So unless I missed something, PPPoE connectivity doesn't affect network speed as I mentionned earlier.

I will try to replicate the same setup but with 2 x APU2 and post back the performance I get.

December 19, 2019, 03:30:29 PM #84 Last Edit: December 19, 2019, 03:36:28 PM by Ricardo
Thanks for your effort, this one was a really interesting test series.
The reason why I am suspecting the pppoe encapsulation is a serious limiting factor, that the internet is full of articles that all says the same thing: the pppoe is unsuitable for receve-queue distribution. The result is that only 1 cpu core can effectively process the entire pppoe flow, which means the other cores are sitting idle while 1 core is at 100% load. Because the APU2 has very weak single-core CPU processing power, if the above multi-queue receive is deactivated for pppoe, that is a big warning against using this product for 1gbit networks.
But anyway, I am really curious to see the next test results.

As far as I can recall, I could do 600 Mbit/s only from LAN --> WAN direction (e.g. UPLOAD from lan client to internet server), the WAN--> LAN direction (e.g. download from internet server to lan client) was much slower. And all these results were using pure IP between 2 directly connected test PC. When I installed the firewall into my production system, I reconfigured the WAN interface to pppoe, and real world results were lower than the testbench results.

December 19, 2019, 04:45:47 PM #85 Last Edit: December 19, 2019, 05:13:08 PM by pjdouillard
Be cautious about what you read on single threaded process being a limiting factor. 

When a single traffic flow enters a device, the ASIC performs the heaving lifting most of the time.  The power required afterward to analyze, route, NAT, etc, that traffic is done most of the time by a cpu core (or 1 thread) somewhere up the process stack.
But that process cannot be well distributed (or parallelized) on many threads (cores) for a single traffic flow - it would be  inefficient in the end since the destination is the same for all the threads and they would have to 'wait' after each other and thus slowing other traffic flow that requires processing.

When multiple traffic flows are entering the same device, of course the other cpu cores will be used to handle the load appropriately.

The only ways to optimize or accelerate single traffic flow on a cpu core are:
-good and optimized network code
-the appropriate network drivers that 'talk' to the NIC
-speedier cpu core (aka higher frequency (GHz/MHz)

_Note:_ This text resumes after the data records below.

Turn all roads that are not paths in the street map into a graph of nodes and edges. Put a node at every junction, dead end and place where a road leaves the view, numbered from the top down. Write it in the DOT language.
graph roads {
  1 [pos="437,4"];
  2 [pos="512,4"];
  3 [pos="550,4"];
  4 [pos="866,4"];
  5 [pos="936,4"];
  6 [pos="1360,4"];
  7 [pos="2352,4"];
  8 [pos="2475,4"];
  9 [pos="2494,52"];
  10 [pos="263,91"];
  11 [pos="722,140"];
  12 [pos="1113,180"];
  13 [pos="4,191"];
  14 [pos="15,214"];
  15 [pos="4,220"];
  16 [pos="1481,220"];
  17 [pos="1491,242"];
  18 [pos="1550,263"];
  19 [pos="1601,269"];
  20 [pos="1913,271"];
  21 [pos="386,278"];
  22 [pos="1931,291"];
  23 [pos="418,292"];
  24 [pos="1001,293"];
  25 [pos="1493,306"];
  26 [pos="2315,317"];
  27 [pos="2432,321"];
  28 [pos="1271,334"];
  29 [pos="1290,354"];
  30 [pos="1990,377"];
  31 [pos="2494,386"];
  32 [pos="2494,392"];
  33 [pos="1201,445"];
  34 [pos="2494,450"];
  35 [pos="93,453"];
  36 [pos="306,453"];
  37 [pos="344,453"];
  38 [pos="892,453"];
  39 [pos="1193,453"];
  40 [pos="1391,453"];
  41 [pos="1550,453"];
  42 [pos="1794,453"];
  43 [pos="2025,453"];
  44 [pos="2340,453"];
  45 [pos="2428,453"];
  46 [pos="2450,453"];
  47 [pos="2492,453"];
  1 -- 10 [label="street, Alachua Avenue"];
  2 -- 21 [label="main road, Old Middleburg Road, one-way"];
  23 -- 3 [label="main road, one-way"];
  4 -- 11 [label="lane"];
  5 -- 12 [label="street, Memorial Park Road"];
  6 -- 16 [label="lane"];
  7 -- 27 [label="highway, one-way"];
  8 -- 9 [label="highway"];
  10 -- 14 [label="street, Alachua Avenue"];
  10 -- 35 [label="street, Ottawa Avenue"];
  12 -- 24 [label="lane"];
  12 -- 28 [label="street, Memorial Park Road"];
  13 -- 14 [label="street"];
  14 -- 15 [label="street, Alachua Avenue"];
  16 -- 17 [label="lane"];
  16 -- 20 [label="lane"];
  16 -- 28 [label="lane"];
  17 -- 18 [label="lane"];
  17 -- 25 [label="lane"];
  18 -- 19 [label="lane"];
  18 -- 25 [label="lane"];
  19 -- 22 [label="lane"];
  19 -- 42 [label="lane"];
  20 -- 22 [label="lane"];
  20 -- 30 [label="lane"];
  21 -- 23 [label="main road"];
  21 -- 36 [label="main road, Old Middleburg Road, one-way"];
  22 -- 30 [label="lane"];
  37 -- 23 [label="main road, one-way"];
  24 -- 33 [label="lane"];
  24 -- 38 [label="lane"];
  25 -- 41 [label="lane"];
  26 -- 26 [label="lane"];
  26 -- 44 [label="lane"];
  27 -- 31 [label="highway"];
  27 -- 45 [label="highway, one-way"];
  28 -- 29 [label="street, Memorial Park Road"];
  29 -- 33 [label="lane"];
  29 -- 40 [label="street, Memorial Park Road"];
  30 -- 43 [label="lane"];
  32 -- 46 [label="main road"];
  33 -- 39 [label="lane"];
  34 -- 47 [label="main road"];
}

A comparison of this behavior is the same kind of (wrong) thinking that people think about link aggregation: if we bundled 4 x 1 Gbps links together, people will think that their new speed for single flow traffic is now 4 Gbps and they are surprised to see that their max speed is still only 1 Gbps because of 'slow' 1-link wire is 1 Gbps.  On multiple traffic flows, then the compound traffic will reach the 4 Gbps speed because now each one of the 1 Gbps links are being used.

I hope that clears up some confusion.

But in the end, there is definitely something not running properly on both OPNsense and pfSense on those APU boards.
The APU's hardware is ok - many and I have showed that.
So what remains are:
a) bad drivers for the Intel 210/211 NICs
b) bad code optimization (the code itself or the inability to make the cpu core reach its 1.4Ghz turbo speed),
c) both a & b

The Netgate SG-3100 that I have has an ARM Cortex-A9 which is a dual-core cpu running at 1.6Ghz and its able to keep that 1 Gbps speed.  And we saw above that pfSense if somewhat faster on the APU compared to OPNsense.  IMO, I really think we are facing a NIC driver issue from FreeBSD for the Intel 210/211 chipset.

December 20, 2019, 11:40:56 PM #86 Last Edit: December 20, 2019, 11:43:20 PM by pjdouillard
Haven't had the time to setup the APU, but I re-did the same test under ESXi because I was curious of the performance I could reach.

The ESXi 6.7 host is a Ryzen 2700X processor with 32GB and it's storage hooked on a networked FreeNAS.  All four vms were running on it with 2 vcpu and 4 GB RAM each.

The virtual switch bandwidth from svr1 to svr2 direct iperf3 bandwidth was ~24 Gbps.
Then the same flow but svr1 having to pass through fw1 (NAT+Rules), then fw2 (NAT+Rules) then reaching svr2 gave an iperf3 bandwidth of ~4Gbps.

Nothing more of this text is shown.